No centro do poder, Lula fala e fala, e a palavra flui deliciada, cambeteando tosca e improvisa. Discursa descabido, em deslumbrada incontinência retórica. Logo que assentou em palácio, e com o arroubo da euforia que acinzenta a modéstia, declarou: “Eu vou ensinar este país como se faz política”. E, em churrascada recente com parlamentares da sigla trabalhista, o PTB!, salientando-se como quem ronca vantagens, estufou o peito e blefou: “Um dia acordei invocado e liguei pro Bush!”. Que decidido feito! Decerto quis participar aos nobres representantes do povo que o bestial George, enfim, viu-se chamado às falas! Mas, em que idioma?

Messiânico, como que no enlevo altíssimo da montanha, e dirigindo-se à plebe por metáforas, comparações, alegorias e parábolas, o companheiro disserta sobre direito tributário, filosofia da educação, arranjos florais, fome no mundo, dialética da dominação, ética jornalística, o mistério dos sarcófagos, música sertaneja, heranças malditas, ciências contábeis, aeronáuticas, e peladas. Outro dia, untando o todo-poderoso às ilações econômicas, e fervilhado num labirinto de imagens, proclamou: “Mas a natureza, quando Deus fez o mundo – porque naquele tempo não tinha inflação –, ele não mediu esforços pra fazer investimentos e coisas boas no Brasil”. Sobre pescarias no Amazonas, formulou o seguinte silogismo, prenhe de premissas e sinuosas deduções: “Os americanos estão indo pescar no Estado, pesca esportiva, ou seja, pesca e solta o peixe. E depois vem o brasileiro, pesca o peixe e come. Mas de qualquer forma, é importante que eles continuem pescando e soltando para que o brasileiro possa pescar e comer, porque nós temos mais necessidade que eles”. Até o caudal silencioso de um rio, multiplicando peixes, vê-se metido no pregão do “fome zero”.
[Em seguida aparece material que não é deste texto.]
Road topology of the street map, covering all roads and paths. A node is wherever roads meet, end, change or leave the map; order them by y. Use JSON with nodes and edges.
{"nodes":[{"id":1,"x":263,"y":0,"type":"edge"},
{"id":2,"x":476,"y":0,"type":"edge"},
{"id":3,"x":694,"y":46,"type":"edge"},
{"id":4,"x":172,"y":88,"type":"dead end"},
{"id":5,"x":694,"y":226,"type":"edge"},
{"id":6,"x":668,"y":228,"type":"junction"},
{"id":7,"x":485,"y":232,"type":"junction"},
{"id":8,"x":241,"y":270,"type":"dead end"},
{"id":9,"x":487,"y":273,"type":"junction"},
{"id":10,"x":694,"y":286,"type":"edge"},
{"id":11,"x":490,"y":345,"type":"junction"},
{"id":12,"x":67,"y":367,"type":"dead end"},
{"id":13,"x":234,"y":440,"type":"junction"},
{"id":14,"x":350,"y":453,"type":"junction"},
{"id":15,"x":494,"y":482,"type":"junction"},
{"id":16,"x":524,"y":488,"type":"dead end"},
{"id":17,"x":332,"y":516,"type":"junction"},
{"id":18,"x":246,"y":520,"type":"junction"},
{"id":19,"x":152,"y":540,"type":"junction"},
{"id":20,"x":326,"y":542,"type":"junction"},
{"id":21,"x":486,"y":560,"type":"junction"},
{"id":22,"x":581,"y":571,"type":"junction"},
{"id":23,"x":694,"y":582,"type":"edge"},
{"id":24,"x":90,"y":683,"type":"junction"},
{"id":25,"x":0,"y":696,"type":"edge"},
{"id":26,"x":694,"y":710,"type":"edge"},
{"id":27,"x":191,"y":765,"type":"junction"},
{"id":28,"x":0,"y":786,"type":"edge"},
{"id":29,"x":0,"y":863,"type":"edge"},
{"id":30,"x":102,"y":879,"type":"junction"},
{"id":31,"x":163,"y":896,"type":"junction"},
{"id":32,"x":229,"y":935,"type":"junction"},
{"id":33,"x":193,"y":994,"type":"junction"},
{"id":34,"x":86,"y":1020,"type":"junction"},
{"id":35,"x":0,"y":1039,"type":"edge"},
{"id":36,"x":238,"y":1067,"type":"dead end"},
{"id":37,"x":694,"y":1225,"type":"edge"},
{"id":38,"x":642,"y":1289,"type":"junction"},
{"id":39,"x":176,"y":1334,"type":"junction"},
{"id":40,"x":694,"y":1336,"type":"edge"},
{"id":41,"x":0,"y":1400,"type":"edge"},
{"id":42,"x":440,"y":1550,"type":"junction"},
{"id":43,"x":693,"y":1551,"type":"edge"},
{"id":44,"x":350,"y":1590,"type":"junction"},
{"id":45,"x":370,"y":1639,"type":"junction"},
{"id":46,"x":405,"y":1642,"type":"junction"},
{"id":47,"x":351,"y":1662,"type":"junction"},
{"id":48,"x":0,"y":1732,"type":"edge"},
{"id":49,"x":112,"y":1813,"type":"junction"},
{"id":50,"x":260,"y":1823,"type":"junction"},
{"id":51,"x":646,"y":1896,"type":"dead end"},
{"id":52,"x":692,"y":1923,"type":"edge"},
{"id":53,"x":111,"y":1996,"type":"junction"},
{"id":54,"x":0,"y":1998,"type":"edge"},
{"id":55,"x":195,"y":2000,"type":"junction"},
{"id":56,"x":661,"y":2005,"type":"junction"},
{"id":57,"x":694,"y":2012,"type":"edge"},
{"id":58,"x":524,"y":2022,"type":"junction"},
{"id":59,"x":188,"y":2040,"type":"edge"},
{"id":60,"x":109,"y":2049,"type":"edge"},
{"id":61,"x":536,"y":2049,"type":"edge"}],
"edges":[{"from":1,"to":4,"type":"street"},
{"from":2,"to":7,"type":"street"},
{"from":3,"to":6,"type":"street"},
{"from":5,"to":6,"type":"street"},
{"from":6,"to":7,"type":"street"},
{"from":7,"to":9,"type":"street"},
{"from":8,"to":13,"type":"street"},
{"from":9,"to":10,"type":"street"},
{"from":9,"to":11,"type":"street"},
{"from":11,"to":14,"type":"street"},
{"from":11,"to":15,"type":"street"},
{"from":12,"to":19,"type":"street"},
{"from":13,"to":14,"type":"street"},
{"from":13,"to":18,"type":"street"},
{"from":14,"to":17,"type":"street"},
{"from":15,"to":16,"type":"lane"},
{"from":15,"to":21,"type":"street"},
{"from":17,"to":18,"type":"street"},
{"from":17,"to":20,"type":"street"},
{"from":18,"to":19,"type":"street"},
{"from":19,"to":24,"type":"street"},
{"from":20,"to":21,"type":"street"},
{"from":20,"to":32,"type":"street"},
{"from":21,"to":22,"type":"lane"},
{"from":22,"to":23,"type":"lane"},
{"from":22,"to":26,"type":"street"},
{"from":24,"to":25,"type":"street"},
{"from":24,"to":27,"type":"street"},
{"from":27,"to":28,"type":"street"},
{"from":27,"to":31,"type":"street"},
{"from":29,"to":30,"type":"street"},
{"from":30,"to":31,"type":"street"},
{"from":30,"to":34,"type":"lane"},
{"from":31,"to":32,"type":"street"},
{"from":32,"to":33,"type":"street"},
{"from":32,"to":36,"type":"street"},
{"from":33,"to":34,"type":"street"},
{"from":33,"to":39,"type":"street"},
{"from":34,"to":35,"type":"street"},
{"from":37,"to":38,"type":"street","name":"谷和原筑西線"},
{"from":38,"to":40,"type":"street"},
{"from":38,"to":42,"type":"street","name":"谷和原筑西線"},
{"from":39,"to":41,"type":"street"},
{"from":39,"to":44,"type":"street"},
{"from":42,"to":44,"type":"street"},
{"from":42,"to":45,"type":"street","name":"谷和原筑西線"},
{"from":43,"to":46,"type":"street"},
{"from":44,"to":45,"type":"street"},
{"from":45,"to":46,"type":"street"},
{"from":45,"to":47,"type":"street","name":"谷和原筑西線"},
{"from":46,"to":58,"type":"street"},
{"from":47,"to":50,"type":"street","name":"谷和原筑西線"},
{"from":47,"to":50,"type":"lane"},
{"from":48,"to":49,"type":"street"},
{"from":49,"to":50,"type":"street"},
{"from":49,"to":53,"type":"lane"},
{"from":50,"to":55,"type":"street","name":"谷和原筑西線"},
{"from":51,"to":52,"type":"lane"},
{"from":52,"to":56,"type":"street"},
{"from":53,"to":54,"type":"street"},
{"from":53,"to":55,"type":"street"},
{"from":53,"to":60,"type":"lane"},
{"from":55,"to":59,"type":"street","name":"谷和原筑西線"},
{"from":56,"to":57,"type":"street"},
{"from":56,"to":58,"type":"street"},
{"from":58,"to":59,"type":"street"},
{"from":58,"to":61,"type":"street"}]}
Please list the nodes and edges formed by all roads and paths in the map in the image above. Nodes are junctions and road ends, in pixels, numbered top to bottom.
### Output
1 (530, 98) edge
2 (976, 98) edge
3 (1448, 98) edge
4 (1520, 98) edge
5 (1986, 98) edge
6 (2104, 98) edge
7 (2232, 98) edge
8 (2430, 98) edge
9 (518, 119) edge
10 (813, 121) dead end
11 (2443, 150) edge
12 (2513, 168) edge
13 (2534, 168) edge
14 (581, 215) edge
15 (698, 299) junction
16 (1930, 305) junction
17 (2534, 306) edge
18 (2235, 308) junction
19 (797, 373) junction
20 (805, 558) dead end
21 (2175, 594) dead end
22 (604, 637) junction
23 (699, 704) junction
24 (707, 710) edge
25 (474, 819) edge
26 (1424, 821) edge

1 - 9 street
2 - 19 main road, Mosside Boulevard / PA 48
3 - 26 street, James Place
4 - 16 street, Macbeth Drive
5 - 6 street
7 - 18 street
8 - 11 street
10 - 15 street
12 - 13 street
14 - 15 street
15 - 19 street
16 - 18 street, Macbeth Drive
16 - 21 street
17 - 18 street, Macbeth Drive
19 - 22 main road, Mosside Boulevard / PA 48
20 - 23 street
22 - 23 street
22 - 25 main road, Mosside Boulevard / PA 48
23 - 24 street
O presidente reconstrói seu estilo e faz, do desabrido, exótico e simplório, mais um ato da comédia republicana. Em recente conferência sobre turismo, exortou a imprensa a dizer coisas boas do país. E calculou, penetrando veredas do subconsciente estrangeiro: “Se nós passarmos imagens negativas, se nós passarmos violência (...), o cidadão pode estar arrumando a mala e dizendo: ‘olha, vamos dar uma volta no Brasil'. Ligou um canal de televisão e viu 10% da violência transmitida, e ele fala: espera aí, não é mais para o Brasil”. E, num torneio comparativo e bizarro de palavras, recomendou como os jornalistas devem mostrar o país. Para tanto, recorreu ao ethos pós-moderno do ser e parecer no mundo, ou à máxima pirandelliana do “assim é se lhe parece”. E proferiu sentencial alegoria: “Da mesma forma que o homem se arruma pra sair de casa, ele não se arruma pra ele mesmo, ele se arruma pra alguém, pros outros virem que ele está arrumado. Da mesma forma que uma mulher quando se troca pra sair não se troca pra ela, mas pra que alguém note que ela está sendo importante pros olhos de quem a vê”.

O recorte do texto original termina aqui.